De alguna manera supo que todo llegaba a su fin.

Tanto tiempo ahí, en ese lugar. Nada le faltó, todas sus necesidades fueron atendidas puntualmente. No sintió hambre, ni frío, ni calor.

Estaba vivo. Sin embargo…

¿Era eso vivir?

Ahora estaba frente a lo desconocido. Siempre supo que el día llegaría, pero, la inminencia lo asustaba.

Sintió una sacudida, luego otra, después la calma. Comenzó a irse. Atrás quedo el cuerpo, una extraña fuerza lo empujaba hacia la luz.

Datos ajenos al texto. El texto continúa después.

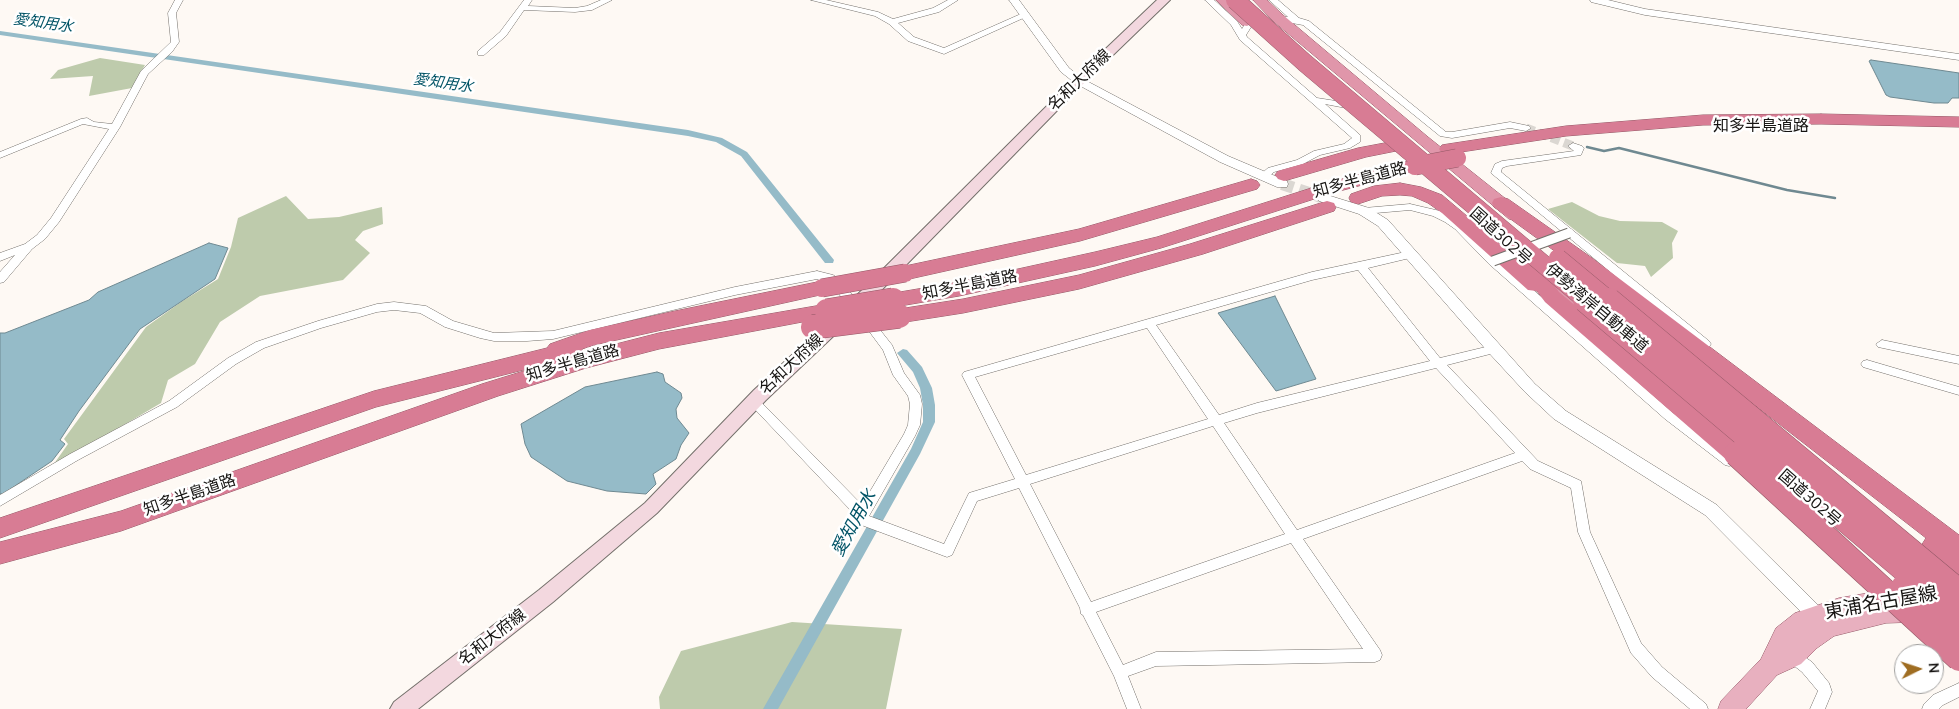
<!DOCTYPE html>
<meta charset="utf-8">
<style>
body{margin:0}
#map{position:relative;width:1959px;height:709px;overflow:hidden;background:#fef9f4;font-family:"Nunito Sans",sans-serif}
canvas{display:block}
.north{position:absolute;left:1894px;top:644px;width:50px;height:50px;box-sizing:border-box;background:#fff;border:1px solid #a2a1a0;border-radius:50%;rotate:86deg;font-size:14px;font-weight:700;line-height:20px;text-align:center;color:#161412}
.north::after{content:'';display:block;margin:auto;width:18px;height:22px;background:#9f6d22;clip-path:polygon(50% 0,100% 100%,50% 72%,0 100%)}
</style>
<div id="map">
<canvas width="1959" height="709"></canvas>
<div class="north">N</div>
</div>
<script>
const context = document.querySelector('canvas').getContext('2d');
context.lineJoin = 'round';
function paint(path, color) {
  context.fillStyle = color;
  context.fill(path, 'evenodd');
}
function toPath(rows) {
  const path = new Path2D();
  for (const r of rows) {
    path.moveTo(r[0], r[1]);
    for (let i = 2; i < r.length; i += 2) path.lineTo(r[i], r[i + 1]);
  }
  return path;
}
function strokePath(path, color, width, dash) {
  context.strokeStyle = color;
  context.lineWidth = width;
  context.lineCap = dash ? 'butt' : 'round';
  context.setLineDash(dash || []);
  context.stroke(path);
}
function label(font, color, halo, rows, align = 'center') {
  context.font = font + ' "Nunito Sans","Noto Sans JP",sans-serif';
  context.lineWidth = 5;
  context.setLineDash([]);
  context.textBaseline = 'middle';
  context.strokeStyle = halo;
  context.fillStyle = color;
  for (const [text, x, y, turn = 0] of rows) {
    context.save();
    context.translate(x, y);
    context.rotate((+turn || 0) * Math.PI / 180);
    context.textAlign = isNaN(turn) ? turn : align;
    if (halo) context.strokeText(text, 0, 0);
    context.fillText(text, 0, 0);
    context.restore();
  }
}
paint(toPath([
 [100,58,145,65,132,88,89,96,93,76,50,79,58,70],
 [286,196,308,219,339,217,382,207,383,224,363,231,355,240,370,253,343,280,260,296,220,322,195,364,168,380,161,403,51,468,68,444,64,439,146,327,181,302,218,279,231,247,238,218],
 [1572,202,1599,216,1620,221,1662,222,1678,231,1672,243,1673,258,1651,277,1645,266,1617,263,1548,209],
 [792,622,902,629,886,709,660,709,659,697,681,651]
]), '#becbac');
const water = toPath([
 [1871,60,1959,73,1959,98,1952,98,1948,103,1934,103,1890,97,1886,95,1869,61,1871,60],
 [209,243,228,248,215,279,140,329,79,411,60,440,65,444,52,461,3,494,0,494,0,333,5,333,89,300,98,292,209,243],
 [1275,296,1316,379,1276,391,1218,313,1275,296],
 [657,372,663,374,665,382,681,393,682,398,676,409,677,418,689,433,681,445,676,459,653,474,656,484,646,494,607,491,567,481,531,457,525,444,521,424,585,387,657,372]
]);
paint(water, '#95bbc8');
strokePath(water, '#6f8991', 1);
strokePath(toPath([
 [1587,147,1604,151,1619,148,1787,190,1835,198]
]), '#6f8991', 2.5);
paint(toPath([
 [0,31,688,130,722,138,747,152,834,260,833,263,825,263,741,156,716,142,688,136,0,35,0,31],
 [903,349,907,350,922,367,932,388,935,405,935,422,920,454,778,709,763,709,911,449,923,422,923,405,920,388,913,372,897,353,903,349]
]), '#95bbc8');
strokePath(toPath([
 [1526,128,1573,146]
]), '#dbd7d2', 9, [9, 4.5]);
strokePath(toPath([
 [1282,184,1321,197]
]), '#dbd7d2', 12, [12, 6]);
const minor = toPath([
 [175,0,183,0,176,13,179,42,172,52,148,74,120,127,59,222,45,239,32,249,4,282,0,283,0,272,15,255,0,261,0,253,25,244,37,235,51,218,109,129,83,124,0,158,0,152,81,119,87,118,94,122,112,124,141,71,171,42,168,13,175,0],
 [524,0,532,0,528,6,575,8,587,6,601,0,612,0,592,10,575,12,524,10,506,36,484,55,478,55,478,51,500,32,524,0],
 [811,0,826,0,878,12,893,19,933,8,948,0,958,0,939,12,898,23,914,37,944,48,1023,13,1030,15,944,54,908,41,889,24,875,16,811,0],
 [1205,0,1214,0,1237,21,1242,29,1246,22,1252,22,1253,24,1246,35,1247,37,1317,98,1349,103,1349,107,1346,108,1325,104,1360,135,1360,142,1350,148,1320,155,1303,164,1274,172,1266,179,1260,179,1260,175,1268,168,1297,160,1314,151,1344,144,1352,138,1240,40,1231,25,1205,0],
 [1269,0,1278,0,1299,18,1309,21,1446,132,1452,132,1510,122,1529,126,1531,128,1526,131,1510,128,1452,138,1440,136,1303,25,1275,20,1275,16,1278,16,1288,17,1269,0],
 [1573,143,1582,146,1584,148,1581,155,1507,166,1502,168,1501,172,1709,341,1711,344,1709,347,1701,347,1491,173,1495,164,1502,161,1574,151,1568,146,1573,143],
 [1410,204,1440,211,1463,225,1497,258,1673,413,1733,457,1735,461,1733,465,1729,466,1725,465,1665,419,1489,264,1455,229,1445,222,1433,216,1410,210,1364,214,1359,211,1364,208,1410,204],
 [1410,251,1415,255,1414,257,1368,268,1440,358,1494,345,1498,346,1500,349,1498,352,1447,365,1538,461,1581,481,1590,532,1641,643,1662,667,1706,704,1708,709,1690,709,1652,677,1631,653,1578,532,1571,488,1530,469,1522,461,1303,539,1380,650,1382,655,1380,660,1375,662,1156,666,1128,676,1141,709,1127,709,1114,676,1083,615,1081,614,1080,608,1019,488,977,501,952,555,947,557,856,523,855,519,856,516,748,402,750,399,758,399,862,505,904,434,908,425,910,404,908,396,893,375,883,350,860,319,861,316,869,316,892,345,904,373,920,395,922,404,920,425,915,436,869,516,944,544,969,493,1015,479,962,375,964,372,1312,272,1410,251],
 [1358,270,1430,361,1257,403,1219,415,1156,325,1312,280,1358,270],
 [1147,328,1208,419,1026,475,975,377,1147,328],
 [1436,368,1515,453,1297,530,1224,423,1257,413,1436,368],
 [1213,426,1285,534,1091,602,1030,484,1213,426],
 [1291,543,1363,649,1156,652,1123,665,1096,612,1291,543],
 [817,271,833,275,841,280,859,304,860,307,859,310,851,310,833,286,817,279,735,295,553,339,527,341,494,341,480,338,445,327,420,313,394,310,377,312,321,328,264,348,236,364,177,407,78,460,0,506,0,495,70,454,169,401,228,358,256,342,318,321,377,304,394,302,426,306,453,321,494,333,553,331,735,287,817,271],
 [1882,340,1959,356,1959,364,1878,347,1876,344,1882,340],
 [1867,360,1959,387,1959,395,1863,367,1861,364,1863,361,1867,360],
 [1793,649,1812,662,1829,683,1832,692,1825,709,1810,709,1818,691,1802,672,1788,661,1786,656,1788,651,1793,649],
 [1959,683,1959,697,1943,705,1939,709,1922,709,1924,704,1933,695,1959,683]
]);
const tertiary = toPath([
 [1009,0,1019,0,1069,68,1083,79,1228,156,1287,181,1288,184,1287,187,1277,187,1220,162,1075,83,1061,72,1009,0],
 [1590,0,1608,0,1645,9,1959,54,1959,60,1645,15,1591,2,1590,0],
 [1324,194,1369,208,1388,220,1535,384,1566,411,1717,505,1829,616,1832,622,1829,628,1823,630,1817,628,1705,515,1554,419,1525,392,1489,353,1378,226,1359,214,1319,201,1317,198,1324,194]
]);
const secondary = toPath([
 [1157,0,1170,0,1083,84,861,311,855,313,849,311,847,307,849,303,1075,78,1157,0],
 [837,317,843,319,845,323,843,327,766,400,657,513,553,602,418,709,390,709,394,702,539,590,645,503,754,390,831,319,837,317]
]);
const primary = toPath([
 [1904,587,1912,590,1915,597,1913,602,1923,605,1926,612,1923,619,1915,622,1886,623,1834,636,1817,648,1801,664,1777,675,1746,709,1718,709,1721,701,1761,659,1776,628,1795,613,1839,598,1904,587]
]);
const trunk = toPath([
 [1216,0,1231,0,1254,22,1247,26,1242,25,1216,0],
 [1253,0,1267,0,1283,15,1428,137,1521,211,1523,215,1521,219,1515,220,1509,219,1273,21,1253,0],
 [1536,263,1542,265,1598,314,1601,319,1598,324,1592,326,1586,324,1530,273,1527,269,1530,265,1536,263]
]);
const motorway = toPath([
 [1821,114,1959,117,1959,127,1821,124,1703,125,1566,136,1448,154,1442,153,1439,149,1442,145,1448,144,1566,126,1703,115,1821,114],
 [1395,141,1401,142,1404,146,1401,150,1366,157,1284,181,1278,179,1275,175,1278,171,1358,148,1395,141],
 [1408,161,1414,163,1417,167,1414,171,1336,192,1161,248,1095,266,959,296,894,307,887,305,884,300,887,295,894,293,959,282,1095,252,1157,237,1324,184,1408,161],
 [1251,179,1257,181,1260,185,1257,189,1080,241,905,280,898,278,895,273,898,268,905,266,1079,229,1251,179],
 [1400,183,1421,187,1442,195,1519,260,1527,255,1534,257,1559,292,1744,447,1748,454,1744,461,1736,463,1728,461,1545,302,1537,291,1528,290,1442,213,1428,203,1412,196,1400,195,1382,196,1358,204,1351,202,1349,198,1351,194,1374,186,1400,183],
 [1501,197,1508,199,1592,258,1959,535,1959,578,1950,575,1924,554,1921,546,1926,538,1578,268,1494,207,1492,203,1494,199,1501,197],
 [1327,201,1334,203,1336,207,1334,211,1203,254,1079,289,963,313,899,323,892,321,889,316,892,311,899,309,963,299,1079,275,1190,244,1327,201],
 [822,281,829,283,832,288,829,293,594,345,582,349,581,353,659,333,827,304,834,306,837,311,834,316,659,349,586,368,498,396,121,531,0,564,0,542,121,511,482,384,543,365,376,407,0,538,0,518,374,391,547,348,550,344,590,330,675,311,822,281]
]);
strokePath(minor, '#74706b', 1);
strokePath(tertiary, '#74706b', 1);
strokePath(secondary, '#74706b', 2);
strokePath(primary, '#945866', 1);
strokePath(trunk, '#945866', 1);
strokePath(motorway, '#945866', 1);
paint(minor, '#fff');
paint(tertiary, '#fff');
paint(secondary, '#f3d8df');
paint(primary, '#e8b0bf');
paint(trunk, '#e096aa');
paint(motorway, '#d87c94');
const minorBridge = toPath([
 [1493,261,1569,233]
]);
const motorwayBridgeFar1 = toPath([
 [1235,0,1305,63,1587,301],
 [1415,166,1457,158],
 [1558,258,1610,301],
 [822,288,905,273],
 [886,301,894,300]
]);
const motorwayBridge = toPath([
 [1585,300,1959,616],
 [1609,300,1959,591],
 [827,311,893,300],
 [813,327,899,316],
 [1736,454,1959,659],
 [1903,587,1959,637]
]);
strokePath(minorBridge, '#74706b', 11, []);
strokePath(motorwayBridgeFar1, '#945866', 19, []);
strokePath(motorwayBridge, '#945866', 25, []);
strokePath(minorBridge, '#fff', 9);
strokePath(motorwayBridgeFar1, '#d87c94', 18);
strokePath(motorwayBridge, '#d87c94', 24);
label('italic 15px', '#025467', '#fff', [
 ["愛知用水",43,24,8],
 ["愛知用水",443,84,8]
]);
label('16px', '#161412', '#fff', [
 ["名和大府線",1080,81,-44],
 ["知多半島道路",1761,127],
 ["知多半島道路",1360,181,-15],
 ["国道302号",1500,237,42],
 ["知多半島道路",970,286,-11],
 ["伊勢湾岸自動車道",1596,309,40],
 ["知多半島道路",573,364,-16],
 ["名和大府線",792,365,-43],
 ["知多半島道路",190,496,-19],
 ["国道302号",1809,499,41],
 ["名和大府線",493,638,-38]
]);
label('italic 18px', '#025467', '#fff', [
 ["愛知用水",855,524,-61]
]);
label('19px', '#161412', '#fff', [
 ["東浦名古屋線",1881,604,-10]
]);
</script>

A veces retrocedía, pero ante su asombro, él mismo luchaba por avanzar. Ya no había retorno posible. La luz lo atraía, sabía que hacia ahí debía dirigirse.

La fuerza lo empujaba cada vez con mayor intensidad, él se dejaba llevar.

Intentó volverse para ver el lugar que había dejado. No pudo, ya casi estaba al final del canal.

La luz lo cegó. Sintió frío. ¡Estaba afuera!

—¡Es un varón! —dijo el médico.

Madre e hijo lloraban. Cada uno a su manera, había perdido algo.